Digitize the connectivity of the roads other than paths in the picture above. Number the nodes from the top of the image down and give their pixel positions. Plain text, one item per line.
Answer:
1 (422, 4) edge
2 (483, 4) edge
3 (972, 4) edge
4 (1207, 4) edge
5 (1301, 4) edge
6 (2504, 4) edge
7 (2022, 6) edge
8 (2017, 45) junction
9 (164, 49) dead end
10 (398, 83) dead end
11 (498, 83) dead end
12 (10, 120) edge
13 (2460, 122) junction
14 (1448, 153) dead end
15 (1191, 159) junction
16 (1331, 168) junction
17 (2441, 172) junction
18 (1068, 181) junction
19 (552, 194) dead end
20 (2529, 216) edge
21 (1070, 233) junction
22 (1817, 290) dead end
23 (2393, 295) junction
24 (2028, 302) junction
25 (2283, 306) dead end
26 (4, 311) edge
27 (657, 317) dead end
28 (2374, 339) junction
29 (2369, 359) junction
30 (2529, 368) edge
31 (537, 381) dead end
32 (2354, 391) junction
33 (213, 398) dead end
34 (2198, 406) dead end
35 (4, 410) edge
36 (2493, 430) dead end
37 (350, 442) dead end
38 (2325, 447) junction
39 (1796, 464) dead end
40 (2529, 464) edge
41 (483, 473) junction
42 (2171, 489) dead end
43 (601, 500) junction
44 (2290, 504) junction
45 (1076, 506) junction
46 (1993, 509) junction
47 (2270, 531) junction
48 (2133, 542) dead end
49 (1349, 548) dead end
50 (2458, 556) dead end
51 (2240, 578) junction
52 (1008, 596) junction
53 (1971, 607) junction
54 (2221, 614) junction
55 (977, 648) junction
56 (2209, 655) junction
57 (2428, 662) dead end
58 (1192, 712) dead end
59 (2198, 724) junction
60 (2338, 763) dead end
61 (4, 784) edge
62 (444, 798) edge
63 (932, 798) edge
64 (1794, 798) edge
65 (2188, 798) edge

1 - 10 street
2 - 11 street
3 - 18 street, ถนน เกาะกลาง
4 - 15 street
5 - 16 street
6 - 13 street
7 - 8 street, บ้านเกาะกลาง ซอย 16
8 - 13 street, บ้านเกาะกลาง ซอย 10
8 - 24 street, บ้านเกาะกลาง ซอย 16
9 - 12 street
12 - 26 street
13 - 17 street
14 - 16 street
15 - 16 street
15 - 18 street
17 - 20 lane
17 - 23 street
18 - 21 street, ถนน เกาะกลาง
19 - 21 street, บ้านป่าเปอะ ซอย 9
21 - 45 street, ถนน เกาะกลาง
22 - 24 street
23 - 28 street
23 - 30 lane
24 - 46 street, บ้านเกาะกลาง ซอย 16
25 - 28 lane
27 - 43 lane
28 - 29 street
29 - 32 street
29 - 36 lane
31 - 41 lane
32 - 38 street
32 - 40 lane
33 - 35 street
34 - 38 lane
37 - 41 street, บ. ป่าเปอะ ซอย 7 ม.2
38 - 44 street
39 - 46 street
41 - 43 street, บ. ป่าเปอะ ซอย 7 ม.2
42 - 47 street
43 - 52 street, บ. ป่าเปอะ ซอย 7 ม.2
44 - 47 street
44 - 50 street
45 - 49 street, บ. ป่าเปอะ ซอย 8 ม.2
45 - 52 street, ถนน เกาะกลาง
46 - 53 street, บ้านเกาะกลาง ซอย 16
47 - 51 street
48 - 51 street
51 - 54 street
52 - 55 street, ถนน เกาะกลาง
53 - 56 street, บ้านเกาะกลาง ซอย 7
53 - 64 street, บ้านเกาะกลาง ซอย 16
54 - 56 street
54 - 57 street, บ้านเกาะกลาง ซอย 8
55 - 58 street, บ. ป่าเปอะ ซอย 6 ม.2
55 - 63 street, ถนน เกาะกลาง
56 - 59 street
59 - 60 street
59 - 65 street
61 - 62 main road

*-*-*

**Task statement:** The lines above that hold the word "านเกาะกลาง" are the ones to copy.

**Your solution:**
7 - 8 street, บ้านเกาะกลาง ซอย 16
8 - 13 street, บ้านเกาะกลาง ซอย 10
8 - 24 street, บ้านเกาะกลาง ซอย 16
24 - 46 street, บ้านเกาะกลาง ซอย 16
46 - 53 street, บ้านเกาะกลาง ซอย 16
53 - 56 street, บ้านเกาะกลาง ซอย 7
53 - 64 street, บ้านเกาะกลาง ซอย 16
54 - 57 street, บ้านเกาะกลาง ซอย 8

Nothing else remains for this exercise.